Category Current (\(B) | OSL (\)B) Gap ($B) Gap % BIS Priority
Defense (discretionary) 850 459 -391 -46% 0.50 195
Non-defense discretionary 915 1,300 +385 +42% 0.65 250
- Education 80 120 +40 +50% 0.75 30
- Health (research) 50 100 +50 +100% 0.80 40
- Vaccinations 8 35 +27 +338% 0.95 26
- Basic research 45 90 +45 +100% 0.70 32
- Infrastructure 100 150 +50 +50% 0.60 30
- Early childhood 50 70 +20 +40% 0.85 17
Agricultural subsidies 25 0 -25 -100% 0.90 23

Key findings:

  1. Severe overinvestment: Military spending is ~85% above reference benchmarks
  2. Severe underinvestment: Vaccinations, basic research, health research far below evidence-optimal levels
  3. Negative-return spending: Agricultural subsidies should be eliminated entirely
  4. Reallocation potential: ~$400B could be reallocated from low/negative return to high-return categories

Estimated welfare gain from OSL alignment: Moving from current allocation to OSL targets would increase welfare-equivalent output by an estimated 3-5% of GDP ($750B-$1.25T annually), based on the differential returns between over- and under-invested categories.
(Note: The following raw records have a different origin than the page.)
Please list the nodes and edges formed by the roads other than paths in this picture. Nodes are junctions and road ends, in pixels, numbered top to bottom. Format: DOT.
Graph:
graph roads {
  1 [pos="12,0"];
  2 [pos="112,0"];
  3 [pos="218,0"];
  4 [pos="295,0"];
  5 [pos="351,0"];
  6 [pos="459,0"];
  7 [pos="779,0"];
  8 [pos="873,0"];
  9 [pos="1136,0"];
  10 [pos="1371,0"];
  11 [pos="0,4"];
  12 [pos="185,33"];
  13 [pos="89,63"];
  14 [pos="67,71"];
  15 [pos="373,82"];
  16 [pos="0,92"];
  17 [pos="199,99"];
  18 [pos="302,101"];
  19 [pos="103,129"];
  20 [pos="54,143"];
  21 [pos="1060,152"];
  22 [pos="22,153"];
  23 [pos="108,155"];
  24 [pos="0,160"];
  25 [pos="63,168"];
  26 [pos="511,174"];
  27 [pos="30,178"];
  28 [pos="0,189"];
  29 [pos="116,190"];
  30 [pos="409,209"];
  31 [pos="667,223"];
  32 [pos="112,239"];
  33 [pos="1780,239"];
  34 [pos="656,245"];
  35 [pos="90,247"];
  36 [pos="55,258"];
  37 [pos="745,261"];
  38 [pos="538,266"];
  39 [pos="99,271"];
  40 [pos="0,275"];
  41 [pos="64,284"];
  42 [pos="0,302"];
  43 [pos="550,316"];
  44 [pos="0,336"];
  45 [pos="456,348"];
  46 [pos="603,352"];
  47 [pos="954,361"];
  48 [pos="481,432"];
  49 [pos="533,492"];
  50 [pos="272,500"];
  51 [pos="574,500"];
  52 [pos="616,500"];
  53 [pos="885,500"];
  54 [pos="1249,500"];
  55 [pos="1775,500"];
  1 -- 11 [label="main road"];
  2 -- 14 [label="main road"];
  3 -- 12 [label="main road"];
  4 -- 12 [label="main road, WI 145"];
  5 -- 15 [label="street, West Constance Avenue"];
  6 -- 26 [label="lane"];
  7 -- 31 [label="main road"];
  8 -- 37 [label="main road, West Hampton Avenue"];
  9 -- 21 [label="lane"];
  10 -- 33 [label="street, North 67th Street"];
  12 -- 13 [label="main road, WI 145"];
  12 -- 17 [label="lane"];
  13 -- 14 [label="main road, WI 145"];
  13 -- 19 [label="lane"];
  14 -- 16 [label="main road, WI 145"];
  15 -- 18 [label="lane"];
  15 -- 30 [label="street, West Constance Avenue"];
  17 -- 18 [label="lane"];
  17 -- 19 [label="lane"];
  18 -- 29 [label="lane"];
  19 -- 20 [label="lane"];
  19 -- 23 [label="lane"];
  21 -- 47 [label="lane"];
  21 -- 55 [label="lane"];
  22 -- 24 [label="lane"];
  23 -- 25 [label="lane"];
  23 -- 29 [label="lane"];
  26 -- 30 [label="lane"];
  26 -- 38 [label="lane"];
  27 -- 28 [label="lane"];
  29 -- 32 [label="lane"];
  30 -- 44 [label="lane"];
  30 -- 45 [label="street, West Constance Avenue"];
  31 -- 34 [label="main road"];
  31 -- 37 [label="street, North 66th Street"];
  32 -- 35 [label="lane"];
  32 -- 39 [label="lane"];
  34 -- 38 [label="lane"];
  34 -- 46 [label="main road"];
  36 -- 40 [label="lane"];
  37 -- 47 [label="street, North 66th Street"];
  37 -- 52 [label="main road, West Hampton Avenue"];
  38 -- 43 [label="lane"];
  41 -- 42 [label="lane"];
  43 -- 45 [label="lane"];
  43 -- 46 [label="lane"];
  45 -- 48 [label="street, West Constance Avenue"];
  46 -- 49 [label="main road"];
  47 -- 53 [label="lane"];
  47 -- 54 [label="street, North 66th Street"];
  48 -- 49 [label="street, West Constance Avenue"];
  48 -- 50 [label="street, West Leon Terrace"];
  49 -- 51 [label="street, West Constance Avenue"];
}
Corresponding Author: Mike P. Sinn, Decentralized Institutes of Health ([email protected])

Conflicts of Interest: The author declares no conflicts of interest.

Funding: This work received no external funding.

Data Availability: All data sources referenced in this paper are publicly available: OECD iLibrary (education, health spending), World Bank WDI (cross-country indicators), SIPRI Military Expenditure Database (defense spending), and CDC vaccination cost data. URLs are provided in the Data Sources section. A complete replication package including analysis code, data extraction scripts, and worked example calculations will be deposited in a public repository (GitHub/Zenodo) upon publication.

Ethics Statement: This is a methodological specification. No human subjects research was conducted.

Preprint: This working paper has not undergone peer review.